===== Input data =====

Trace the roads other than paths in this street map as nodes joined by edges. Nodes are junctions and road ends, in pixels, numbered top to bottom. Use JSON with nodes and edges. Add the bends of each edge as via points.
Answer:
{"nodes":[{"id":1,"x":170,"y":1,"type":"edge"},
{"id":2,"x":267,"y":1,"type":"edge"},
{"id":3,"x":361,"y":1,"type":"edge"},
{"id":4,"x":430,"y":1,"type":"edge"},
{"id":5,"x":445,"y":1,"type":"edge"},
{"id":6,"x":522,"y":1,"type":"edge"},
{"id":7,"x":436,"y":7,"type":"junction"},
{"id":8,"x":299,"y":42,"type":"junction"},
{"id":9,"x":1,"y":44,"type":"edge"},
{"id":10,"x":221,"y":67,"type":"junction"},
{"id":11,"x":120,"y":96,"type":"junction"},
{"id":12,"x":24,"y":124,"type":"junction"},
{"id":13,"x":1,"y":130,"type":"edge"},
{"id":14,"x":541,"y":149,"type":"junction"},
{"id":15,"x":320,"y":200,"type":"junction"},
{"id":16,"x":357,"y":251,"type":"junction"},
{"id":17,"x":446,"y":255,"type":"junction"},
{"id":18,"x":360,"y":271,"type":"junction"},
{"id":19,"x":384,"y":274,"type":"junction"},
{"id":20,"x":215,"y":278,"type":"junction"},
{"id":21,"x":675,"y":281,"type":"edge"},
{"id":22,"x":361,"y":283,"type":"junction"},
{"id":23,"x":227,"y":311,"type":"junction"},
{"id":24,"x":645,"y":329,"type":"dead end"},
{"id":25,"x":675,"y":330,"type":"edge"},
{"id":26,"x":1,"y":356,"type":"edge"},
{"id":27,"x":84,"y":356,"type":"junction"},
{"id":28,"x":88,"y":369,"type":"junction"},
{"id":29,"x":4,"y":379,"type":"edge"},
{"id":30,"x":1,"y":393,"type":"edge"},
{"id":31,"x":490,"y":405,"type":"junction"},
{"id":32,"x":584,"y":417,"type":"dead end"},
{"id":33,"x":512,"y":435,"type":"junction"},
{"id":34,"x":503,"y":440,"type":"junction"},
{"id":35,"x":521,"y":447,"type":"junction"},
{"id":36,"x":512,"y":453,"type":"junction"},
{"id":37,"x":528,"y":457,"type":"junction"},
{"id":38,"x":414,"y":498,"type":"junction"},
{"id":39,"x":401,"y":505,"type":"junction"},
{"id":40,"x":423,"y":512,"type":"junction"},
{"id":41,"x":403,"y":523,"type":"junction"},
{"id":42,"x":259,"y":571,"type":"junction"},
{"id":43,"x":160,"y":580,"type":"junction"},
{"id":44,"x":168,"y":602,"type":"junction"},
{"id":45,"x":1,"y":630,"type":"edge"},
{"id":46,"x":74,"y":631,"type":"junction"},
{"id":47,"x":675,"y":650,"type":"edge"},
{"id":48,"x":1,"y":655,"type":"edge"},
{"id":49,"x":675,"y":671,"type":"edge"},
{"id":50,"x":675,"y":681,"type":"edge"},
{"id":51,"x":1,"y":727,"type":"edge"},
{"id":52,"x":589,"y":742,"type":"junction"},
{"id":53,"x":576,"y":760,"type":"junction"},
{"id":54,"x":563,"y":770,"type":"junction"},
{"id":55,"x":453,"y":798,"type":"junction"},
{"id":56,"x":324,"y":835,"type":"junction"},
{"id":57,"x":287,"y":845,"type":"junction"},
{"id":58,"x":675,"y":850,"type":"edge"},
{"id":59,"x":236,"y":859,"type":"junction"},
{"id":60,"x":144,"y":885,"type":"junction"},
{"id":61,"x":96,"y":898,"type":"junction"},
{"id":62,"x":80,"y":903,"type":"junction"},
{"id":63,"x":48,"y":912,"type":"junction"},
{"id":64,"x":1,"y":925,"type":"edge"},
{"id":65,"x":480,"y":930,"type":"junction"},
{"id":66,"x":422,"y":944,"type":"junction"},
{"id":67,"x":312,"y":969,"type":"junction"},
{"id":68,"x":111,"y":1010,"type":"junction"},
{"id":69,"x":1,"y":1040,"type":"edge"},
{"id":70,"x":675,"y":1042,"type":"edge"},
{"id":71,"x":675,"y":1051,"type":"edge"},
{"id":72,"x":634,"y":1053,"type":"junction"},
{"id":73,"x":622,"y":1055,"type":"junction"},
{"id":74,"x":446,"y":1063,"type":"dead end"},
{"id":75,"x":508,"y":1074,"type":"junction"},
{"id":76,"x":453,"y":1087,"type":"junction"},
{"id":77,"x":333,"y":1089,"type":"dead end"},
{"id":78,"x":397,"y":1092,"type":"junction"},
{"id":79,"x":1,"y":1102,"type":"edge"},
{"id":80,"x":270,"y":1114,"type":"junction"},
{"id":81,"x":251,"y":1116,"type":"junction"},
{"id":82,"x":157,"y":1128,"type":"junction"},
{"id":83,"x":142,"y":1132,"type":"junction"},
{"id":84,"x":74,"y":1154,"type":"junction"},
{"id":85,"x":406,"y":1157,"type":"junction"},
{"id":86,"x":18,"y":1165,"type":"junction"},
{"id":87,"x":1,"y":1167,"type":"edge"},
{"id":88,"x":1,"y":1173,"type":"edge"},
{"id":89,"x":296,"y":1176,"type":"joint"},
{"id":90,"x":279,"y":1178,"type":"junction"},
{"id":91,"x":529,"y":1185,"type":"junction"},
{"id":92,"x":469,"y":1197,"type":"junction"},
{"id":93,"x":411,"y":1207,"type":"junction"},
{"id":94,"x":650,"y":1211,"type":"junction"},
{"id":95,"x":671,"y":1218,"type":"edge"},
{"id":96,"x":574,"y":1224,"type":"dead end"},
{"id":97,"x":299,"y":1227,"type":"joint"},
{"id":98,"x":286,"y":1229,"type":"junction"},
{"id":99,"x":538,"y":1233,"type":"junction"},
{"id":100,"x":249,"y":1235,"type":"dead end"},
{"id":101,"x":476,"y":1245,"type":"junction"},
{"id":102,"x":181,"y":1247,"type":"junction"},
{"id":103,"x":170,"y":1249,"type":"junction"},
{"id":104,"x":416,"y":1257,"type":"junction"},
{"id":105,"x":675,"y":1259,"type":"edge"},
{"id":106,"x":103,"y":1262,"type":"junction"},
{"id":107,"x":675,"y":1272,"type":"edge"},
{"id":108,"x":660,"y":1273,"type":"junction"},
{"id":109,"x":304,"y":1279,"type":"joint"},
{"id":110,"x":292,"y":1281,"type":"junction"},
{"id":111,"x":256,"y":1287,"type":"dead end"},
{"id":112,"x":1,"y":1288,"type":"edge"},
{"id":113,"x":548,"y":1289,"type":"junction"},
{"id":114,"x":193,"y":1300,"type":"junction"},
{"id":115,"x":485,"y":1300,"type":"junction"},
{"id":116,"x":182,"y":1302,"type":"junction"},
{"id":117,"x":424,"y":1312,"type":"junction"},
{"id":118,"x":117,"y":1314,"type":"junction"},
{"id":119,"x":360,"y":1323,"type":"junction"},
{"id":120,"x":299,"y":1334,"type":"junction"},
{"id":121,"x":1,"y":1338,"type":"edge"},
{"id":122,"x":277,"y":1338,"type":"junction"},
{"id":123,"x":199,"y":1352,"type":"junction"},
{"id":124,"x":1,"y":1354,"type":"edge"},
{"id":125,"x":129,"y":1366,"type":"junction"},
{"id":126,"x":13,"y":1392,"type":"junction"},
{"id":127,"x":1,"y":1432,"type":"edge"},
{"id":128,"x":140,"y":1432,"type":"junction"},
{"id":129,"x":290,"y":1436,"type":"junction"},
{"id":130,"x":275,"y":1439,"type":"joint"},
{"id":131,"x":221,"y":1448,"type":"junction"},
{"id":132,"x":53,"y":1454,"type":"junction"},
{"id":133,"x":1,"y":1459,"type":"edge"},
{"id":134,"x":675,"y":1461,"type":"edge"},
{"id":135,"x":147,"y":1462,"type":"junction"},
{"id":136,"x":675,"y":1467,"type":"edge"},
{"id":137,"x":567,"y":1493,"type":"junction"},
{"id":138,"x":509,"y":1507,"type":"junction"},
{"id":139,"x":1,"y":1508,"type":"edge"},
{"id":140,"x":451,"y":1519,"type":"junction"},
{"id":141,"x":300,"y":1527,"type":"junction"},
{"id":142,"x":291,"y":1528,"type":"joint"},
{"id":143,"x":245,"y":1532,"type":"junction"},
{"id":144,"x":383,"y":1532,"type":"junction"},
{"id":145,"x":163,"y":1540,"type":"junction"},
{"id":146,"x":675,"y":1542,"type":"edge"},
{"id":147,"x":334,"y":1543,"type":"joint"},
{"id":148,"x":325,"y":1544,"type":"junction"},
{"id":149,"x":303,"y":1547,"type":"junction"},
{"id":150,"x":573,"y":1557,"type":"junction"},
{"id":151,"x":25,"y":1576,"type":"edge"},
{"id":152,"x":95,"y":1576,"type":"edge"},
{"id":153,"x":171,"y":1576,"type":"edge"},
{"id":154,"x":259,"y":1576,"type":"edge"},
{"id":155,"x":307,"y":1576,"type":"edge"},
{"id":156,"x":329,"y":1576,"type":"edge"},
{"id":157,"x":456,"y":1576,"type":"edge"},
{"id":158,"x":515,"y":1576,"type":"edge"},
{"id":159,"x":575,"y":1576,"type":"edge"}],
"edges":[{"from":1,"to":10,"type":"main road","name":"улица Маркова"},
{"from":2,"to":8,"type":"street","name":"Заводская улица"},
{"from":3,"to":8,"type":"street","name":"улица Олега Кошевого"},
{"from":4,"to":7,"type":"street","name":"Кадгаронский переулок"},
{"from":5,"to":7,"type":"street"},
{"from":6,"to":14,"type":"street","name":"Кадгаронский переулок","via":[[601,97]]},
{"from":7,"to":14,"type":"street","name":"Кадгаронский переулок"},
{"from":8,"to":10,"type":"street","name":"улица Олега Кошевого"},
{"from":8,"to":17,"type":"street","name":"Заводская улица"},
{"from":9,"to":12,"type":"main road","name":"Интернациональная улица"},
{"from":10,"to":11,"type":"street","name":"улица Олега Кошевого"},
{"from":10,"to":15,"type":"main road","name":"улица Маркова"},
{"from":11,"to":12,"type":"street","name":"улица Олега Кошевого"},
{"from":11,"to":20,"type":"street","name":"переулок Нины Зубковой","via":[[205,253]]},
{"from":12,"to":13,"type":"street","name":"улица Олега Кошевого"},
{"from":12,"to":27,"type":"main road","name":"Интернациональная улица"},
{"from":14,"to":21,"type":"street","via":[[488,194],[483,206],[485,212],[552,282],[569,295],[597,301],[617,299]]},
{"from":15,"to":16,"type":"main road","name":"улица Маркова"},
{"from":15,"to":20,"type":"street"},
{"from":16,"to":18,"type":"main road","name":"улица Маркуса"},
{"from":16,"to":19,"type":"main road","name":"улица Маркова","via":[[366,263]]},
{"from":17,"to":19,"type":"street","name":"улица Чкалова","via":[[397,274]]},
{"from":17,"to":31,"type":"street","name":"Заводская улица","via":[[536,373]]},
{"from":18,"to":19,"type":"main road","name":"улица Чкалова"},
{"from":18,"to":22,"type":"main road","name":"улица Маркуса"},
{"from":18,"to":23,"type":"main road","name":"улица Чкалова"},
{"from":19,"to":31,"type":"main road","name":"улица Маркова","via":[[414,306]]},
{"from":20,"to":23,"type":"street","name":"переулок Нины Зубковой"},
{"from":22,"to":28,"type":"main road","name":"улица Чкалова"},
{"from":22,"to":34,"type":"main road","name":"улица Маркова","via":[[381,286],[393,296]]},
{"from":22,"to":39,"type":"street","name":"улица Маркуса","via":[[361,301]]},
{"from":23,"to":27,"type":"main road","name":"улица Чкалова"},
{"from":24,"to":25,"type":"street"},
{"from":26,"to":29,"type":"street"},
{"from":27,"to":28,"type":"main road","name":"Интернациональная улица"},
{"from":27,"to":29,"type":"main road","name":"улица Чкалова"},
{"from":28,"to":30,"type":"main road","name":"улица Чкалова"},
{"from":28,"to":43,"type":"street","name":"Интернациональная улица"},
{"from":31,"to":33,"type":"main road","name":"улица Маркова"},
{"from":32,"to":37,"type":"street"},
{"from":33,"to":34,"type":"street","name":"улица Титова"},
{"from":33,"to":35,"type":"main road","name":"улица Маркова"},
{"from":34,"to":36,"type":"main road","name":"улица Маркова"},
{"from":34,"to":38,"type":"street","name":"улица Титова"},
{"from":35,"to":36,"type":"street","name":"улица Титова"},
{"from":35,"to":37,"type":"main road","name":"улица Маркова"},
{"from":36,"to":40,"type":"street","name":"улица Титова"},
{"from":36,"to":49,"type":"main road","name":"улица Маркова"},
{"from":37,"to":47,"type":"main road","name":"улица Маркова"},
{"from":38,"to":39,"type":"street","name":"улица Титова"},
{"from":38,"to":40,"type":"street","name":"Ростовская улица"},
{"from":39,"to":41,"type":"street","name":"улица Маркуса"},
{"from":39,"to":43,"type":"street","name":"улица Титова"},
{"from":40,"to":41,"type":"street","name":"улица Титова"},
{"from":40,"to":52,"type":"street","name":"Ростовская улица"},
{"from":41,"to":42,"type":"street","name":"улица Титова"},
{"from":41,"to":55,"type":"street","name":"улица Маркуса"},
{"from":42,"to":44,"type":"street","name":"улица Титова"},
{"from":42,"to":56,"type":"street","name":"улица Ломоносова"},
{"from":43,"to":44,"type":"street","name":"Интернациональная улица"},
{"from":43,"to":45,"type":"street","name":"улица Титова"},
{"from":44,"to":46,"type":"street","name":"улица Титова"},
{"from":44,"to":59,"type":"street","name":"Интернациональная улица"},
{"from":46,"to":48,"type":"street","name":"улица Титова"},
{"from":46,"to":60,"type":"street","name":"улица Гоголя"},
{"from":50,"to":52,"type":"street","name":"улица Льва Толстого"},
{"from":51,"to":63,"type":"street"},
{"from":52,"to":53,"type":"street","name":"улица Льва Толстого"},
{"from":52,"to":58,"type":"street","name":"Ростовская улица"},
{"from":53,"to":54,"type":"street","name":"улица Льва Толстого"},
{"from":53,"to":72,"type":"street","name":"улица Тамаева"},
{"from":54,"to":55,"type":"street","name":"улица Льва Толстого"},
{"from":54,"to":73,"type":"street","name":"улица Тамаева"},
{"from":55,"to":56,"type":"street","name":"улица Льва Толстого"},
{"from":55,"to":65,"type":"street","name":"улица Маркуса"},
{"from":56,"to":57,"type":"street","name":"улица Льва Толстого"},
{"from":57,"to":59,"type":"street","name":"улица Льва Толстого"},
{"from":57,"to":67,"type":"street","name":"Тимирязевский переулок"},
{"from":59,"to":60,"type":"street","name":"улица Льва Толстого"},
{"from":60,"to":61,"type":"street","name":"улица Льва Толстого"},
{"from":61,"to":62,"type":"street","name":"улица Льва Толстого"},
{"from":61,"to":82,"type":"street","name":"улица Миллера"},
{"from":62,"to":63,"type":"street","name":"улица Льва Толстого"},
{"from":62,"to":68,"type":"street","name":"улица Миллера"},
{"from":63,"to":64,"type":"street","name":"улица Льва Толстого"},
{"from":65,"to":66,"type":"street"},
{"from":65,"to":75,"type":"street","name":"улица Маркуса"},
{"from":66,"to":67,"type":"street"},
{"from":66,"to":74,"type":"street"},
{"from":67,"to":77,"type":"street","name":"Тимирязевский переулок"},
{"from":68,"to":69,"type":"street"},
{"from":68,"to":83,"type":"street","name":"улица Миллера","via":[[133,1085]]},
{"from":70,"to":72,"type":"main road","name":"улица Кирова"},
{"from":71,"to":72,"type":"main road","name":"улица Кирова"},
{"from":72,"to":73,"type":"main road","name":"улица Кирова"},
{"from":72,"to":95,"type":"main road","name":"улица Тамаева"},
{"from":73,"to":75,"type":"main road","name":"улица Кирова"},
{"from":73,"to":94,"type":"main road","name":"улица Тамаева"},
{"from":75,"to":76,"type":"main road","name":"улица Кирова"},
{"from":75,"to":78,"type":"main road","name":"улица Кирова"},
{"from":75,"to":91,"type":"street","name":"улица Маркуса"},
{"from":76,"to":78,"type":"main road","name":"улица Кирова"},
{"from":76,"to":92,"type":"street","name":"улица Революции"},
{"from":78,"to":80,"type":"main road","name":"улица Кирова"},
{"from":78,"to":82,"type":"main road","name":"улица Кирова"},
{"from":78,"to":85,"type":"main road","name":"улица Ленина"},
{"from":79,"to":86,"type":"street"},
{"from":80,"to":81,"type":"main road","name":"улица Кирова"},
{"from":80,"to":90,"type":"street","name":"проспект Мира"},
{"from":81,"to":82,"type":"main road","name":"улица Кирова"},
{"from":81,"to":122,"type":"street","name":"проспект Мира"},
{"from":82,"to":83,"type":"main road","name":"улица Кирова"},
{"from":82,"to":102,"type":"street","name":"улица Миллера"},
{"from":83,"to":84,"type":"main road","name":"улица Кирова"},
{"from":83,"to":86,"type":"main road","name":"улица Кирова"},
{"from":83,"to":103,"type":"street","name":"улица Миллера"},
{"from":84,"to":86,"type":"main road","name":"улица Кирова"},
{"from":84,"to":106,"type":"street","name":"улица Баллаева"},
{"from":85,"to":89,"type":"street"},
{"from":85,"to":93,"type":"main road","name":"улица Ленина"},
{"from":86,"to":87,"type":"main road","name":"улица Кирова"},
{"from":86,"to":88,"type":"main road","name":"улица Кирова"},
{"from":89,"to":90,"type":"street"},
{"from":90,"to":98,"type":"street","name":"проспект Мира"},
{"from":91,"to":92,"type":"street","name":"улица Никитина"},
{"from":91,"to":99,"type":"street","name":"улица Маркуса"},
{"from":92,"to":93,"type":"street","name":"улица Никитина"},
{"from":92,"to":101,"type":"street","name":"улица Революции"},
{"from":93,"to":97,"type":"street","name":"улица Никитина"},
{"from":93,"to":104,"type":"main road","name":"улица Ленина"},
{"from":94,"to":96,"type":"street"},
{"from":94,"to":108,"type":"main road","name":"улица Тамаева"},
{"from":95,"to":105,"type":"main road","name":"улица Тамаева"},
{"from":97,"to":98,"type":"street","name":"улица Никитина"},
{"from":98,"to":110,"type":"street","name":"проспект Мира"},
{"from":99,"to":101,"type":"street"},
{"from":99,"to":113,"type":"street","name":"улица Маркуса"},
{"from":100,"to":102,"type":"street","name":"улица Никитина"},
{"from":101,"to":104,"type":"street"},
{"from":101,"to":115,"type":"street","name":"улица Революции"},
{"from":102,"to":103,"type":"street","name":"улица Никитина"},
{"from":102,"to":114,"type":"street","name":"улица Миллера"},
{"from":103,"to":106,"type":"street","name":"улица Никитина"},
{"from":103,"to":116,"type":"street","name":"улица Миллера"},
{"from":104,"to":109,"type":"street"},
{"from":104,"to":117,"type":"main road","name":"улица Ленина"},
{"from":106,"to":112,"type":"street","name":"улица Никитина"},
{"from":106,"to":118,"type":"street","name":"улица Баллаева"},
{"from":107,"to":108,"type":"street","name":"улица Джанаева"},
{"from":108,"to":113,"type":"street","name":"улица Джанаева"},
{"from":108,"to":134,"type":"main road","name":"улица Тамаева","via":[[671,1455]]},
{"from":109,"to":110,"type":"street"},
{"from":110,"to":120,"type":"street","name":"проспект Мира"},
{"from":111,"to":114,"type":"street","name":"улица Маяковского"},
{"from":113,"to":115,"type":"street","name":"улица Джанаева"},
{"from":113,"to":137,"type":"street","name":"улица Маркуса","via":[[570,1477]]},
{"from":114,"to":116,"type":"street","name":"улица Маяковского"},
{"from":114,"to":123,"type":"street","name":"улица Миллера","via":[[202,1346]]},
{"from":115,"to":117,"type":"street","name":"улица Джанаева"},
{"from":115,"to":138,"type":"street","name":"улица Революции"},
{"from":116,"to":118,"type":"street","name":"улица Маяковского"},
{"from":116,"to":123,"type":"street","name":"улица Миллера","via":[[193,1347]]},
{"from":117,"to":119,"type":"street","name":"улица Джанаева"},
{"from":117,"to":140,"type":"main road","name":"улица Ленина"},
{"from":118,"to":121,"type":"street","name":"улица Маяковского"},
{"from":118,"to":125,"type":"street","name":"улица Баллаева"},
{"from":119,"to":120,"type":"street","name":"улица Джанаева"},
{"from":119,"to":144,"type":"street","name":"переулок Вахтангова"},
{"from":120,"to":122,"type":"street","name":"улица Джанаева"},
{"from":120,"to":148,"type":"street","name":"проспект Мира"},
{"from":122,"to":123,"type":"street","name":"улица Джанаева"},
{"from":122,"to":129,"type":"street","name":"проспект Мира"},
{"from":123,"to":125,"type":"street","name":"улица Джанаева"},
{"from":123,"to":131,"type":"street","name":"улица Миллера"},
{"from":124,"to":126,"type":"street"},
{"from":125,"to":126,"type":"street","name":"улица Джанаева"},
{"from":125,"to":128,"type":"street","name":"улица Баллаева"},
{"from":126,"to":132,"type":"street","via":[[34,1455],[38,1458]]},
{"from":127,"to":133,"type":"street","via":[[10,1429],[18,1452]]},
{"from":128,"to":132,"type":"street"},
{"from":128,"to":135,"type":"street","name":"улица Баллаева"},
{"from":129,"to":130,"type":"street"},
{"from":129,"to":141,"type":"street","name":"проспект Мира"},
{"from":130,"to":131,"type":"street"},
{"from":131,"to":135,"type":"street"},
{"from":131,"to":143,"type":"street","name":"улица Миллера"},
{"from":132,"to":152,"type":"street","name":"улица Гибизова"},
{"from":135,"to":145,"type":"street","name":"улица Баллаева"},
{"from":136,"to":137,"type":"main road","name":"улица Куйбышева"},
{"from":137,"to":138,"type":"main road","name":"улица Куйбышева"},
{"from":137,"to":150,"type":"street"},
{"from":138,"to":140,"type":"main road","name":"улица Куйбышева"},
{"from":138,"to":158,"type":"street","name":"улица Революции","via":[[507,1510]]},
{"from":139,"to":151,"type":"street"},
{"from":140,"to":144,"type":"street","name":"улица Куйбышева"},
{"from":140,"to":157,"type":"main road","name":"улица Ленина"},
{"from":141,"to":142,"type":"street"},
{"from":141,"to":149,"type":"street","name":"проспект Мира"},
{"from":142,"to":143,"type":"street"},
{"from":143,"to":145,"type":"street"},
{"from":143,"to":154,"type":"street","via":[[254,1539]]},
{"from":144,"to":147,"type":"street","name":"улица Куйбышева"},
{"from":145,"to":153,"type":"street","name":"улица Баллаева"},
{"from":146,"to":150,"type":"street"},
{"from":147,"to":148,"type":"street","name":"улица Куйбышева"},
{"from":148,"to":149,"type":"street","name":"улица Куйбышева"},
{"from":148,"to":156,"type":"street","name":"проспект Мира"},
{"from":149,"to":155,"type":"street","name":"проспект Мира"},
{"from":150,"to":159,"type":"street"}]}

=====

● **What is required**: If a line above holds the string "переулок", copy it out.

● **Answer to this problem**:
{"from":4,"to":7,"type":"street","name":"Кадгаронский переулок"},
{"from":6,"to":14,"type":"street","name":"Кадгаронский переулок","via":[[601,97]]},
{"from":7,"to":14,"type":"street","name":"Кадгаронский переулок"},
{"from":11,"to":20,"type":"street","name":"переулок Нины Зубковой","via":[[205,253]]},
{"from":20,"to":23,"type":"street","name":"переулок Нины Зубковой"},
{"from":57,"to":67,"type":"street","name":"Тимирязевский переулок"},
{"from":67,"to":77,"type":"street","name":"Тимирязевский переулок"},
{"from":119,"to":144,"type":"street","name":"переулок Вахтангова"},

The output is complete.